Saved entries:
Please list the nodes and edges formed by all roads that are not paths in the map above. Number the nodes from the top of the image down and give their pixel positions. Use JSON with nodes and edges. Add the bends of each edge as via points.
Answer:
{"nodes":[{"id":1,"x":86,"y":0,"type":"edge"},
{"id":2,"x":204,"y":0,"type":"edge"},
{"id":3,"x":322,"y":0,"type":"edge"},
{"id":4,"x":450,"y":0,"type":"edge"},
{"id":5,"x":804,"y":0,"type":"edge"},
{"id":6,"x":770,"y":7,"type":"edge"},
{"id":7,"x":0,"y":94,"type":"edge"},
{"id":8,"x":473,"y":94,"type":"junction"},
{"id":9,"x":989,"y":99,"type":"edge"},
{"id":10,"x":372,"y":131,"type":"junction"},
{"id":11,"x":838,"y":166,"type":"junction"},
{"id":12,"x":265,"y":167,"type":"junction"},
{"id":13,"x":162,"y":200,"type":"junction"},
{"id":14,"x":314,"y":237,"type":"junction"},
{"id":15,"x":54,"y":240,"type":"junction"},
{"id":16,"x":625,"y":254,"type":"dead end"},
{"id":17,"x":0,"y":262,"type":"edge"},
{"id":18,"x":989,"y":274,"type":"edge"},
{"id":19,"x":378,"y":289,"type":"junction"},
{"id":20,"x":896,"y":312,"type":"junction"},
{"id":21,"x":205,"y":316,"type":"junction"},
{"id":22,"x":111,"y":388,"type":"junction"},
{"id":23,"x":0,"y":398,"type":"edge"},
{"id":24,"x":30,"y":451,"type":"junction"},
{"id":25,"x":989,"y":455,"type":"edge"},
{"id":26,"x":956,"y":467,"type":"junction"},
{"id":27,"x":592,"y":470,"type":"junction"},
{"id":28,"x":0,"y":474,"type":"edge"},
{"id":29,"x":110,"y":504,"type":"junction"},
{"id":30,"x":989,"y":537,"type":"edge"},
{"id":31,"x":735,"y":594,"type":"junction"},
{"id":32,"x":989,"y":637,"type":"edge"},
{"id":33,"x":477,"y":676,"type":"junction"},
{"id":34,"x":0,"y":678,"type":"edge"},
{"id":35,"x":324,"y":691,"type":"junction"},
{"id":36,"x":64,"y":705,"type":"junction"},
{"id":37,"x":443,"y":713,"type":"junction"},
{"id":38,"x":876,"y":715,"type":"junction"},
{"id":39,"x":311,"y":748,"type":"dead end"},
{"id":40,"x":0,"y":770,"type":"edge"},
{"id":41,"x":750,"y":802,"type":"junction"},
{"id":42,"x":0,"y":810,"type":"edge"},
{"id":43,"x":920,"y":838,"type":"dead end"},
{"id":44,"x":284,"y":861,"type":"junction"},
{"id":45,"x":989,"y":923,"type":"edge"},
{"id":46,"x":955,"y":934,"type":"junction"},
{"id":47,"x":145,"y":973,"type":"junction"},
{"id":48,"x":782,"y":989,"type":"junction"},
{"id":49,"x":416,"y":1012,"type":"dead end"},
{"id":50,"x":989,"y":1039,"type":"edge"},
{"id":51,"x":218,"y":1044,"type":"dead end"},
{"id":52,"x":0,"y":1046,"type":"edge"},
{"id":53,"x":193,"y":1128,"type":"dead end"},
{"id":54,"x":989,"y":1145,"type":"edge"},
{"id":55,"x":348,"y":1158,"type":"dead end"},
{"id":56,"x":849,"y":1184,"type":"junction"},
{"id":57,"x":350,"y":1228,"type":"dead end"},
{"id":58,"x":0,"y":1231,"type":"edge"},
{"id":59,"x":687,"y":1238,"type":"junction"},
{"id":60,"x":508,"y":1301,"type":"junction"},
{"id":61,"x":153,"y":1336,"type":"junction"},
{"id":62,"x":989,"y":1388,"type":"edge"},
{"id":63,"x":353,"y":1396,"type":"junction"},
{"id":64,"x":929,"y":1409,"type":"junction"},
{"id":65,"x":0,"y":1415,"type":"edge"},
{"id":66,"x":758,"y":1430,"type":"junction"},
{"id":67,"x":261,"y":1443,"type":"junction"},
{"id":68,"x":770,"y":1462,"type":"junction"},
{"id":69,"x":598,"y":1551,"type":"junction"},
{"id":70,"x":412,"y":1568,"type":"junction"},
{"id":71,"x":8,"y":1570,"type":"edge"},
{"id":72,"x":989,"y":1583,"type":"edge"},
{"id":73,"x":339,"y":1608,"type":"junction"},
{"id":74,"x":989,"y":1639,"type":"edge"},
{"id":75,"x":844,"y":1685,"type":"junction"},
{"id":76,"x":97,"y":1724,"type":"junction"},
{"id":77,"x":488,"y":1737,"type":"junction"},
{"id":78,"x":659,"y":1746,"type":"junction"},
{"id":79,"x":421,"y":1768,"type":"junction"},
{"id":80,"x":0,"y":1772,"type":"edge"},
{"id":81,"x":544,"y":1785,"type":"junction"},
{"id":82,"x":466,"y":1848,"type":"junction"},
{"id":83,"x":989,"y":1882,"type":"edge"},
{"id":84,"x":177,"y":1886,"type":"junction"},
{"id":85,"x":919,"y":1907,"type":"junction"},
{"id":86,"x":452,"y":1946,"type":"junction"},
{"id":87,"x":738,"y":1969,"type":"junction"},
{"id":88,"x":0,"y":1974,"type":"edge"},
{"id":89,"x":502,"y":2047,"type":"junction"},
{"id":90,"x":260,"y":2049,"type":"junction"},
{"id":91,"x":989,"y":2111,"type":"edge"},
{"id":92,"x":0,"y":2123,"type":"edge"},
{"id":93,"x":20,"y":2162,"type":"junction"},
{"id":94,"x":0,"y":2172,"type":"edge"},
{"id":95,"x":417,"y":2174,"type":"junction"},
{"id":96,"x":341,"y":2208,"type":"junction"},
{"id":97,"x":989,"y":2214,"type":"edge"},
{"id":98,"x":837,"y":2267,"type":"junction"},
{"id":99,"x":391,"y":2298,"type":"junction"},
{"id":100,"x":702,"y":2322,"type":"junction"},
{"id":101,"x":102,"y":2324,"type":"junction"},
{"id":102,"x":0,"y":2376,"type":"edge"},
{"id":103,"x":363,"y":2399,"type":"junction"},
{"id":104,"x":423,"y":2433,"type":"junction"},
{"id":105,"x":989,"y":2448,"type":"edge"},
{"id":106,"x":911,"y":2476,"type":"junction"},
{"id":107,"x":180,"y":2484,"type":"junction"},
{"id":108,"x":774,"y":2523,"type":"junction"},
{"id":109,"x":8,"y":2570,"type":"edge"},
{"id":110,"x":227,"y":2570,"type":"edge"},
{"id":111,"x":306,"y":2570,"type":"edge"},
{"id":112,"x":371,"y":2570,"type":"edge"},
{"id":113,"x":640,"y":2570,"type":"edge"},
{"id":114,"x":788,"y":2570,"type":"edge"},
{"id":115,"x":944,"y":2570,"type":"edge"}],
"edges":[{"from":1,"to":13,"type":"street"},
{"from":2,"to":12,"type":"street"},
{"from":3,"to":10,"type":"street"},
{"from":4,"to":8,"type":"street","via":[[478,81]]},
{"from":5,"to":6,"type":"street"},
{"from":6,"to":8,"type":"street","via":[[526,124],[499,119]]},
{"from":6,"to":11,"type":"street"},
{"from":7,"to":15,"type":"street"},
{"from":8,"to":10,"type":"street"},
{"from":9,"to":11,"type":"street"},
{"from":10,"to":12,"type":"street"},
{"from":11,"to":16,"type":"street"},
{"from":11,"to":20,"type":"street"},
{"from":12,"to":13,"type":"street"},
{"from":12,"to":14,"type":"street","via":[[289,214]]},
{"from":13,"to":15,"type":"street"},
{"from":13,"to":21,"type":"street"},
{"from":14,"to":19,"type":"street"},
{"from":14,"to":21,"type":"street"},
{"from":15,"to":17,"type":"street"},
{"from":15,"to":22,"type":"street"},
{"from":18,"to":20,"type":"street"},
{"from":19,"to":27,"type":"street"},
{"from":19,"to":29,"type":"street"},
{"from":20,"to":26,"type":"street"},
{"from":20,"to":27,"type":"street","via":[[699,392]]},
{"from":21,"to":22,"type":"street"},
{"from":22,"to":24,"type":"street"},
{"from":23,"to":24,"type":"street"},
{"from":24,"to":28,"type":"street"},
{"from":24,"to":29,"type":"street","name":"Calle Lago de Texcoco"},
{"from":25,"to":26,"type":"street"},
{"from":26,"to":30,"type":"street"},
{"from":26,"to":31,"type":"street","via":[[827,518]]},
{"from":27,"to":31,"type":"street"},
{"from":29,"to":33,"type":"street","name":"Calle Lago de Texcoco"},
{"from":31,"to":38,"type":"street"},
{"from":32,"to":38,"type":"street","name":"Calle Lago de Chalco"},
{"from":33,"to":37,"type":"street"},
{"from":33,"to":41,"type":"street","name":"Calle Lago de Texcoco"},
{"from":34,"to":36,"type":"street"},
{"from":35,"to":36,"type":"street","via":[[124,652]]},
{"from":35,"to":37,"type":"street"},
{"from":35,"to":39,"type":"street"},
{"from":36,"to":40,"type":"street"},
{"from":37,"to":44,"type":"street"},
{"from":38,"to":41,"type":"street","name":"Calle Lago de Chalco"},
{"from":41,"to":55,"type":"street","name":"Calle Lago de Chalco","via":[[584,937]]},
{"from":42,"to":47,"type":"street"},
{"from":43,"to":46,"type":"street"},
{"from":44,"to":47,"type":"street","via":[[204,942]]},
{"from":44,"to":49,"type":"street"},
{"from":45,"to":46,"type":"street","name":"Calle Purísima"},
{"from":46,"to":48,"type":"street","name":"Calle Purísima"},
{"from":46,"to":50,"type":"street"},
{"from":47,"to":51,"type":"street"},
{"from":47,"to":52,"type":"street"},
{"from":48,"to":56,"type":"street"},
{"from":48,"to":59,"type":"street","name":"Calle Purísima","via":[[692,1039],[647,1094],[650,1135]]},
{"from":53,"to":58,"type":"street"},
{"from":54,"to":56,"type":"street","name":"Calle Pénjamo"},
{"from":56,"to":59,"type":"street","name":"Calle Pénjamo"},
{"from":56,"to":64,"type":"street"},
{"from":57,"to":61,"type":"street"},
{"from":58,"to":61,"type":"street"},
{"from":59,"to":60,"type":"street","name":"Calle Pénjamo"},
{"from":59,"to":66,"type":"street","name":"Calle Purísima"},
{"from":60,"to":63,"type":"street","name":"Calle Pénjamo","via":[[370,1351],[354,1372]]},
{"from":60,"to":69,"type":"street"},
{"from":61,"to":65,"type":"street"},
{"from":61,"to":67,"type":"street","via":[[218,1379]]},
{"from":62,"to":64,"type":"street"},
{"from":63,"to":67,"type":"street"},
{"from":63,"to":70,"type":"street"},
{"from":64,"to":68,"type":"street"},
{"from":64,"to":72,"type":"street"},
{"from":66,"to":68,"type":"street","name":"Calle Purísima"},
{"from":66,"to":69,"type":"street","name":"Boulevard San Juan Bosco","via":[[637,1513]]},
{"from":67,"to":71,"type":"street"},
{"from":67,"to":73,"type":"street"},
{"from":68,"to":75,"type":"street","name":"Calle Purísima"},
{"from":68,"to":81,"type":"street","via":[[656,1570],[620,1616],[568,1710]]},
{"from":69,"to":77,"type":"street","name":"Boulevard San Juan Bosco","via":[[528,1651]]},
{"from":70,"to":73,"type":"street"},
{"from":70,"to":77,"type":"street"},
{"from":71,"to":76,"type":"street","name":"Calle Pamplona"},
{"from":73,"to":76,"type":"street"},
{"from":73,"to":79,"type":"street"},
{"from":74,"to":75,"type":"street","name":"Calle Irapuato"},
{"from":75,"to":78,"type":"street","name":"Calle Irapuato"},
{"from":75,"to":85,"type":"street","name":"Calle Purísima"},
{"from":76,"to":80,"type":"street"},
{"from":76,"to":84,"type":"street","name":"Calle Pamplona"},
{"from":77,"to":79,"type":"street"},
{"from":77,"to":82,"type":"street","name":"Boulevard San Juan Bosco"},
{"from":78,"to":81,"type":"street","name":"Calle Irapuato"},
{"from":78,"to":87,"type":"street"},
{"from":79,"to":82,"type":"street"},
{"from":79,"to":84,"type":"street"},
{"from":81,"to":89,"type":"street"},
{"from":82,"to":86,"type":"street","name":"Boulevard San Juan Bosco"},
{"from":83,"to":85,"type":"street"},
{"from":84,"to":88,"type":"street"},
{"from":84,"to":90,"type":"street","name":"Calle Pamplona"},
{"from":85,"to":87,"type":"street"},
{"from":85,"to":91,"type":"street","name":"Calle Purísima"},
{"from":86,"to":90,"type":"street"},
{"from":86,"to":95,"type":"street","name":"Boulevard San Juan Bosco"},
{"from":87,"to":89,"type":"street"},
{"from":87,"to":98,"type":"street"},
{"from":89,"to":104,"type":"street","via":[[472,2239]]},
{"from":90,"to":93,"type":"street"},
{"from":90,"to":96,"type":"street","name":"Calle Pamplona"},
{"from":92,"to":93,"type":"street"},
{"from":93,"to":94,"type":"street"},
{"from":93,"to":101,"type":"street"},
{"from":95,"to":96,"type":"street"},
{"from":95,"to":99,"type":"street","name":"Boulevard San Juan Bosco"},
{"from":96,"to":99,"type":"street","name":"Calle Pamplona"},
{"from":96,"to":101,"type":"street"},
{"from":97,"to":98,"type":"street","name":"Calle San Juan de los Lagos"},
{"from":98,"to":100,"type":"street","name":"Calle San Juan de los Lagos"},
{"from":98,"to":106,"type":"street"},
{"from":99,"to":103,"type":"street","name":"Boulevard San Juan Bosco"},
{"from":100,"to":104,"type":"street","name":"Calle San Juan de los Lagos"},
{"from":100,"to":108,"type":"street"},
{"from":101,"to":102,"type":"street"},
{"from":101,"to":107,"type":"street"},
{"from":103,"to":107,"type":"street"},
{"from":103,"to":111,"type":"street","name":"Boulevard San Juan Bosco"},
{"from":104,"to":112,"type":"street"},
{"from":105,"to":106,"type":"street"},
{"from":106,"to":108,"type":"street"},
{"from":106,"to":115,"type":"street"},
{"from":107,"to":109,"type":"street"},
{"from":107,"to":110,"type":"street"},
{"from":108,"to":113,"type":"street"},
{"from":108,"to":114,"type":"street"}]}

#### Task objective:
Among the entries, find each line that includes the string "Chalco" and copy it.

#### Exercise result:
{"from":32,"to":38,"type":"street","name":"Calle Lago de Chalco"},
{"from":38,"to":41,"type":"street","name":"Calle Lago de Chalco"},
{"from":41,"to":55,"type":"street","name":"Calle Lago de Chalco","via":[[584,937]]},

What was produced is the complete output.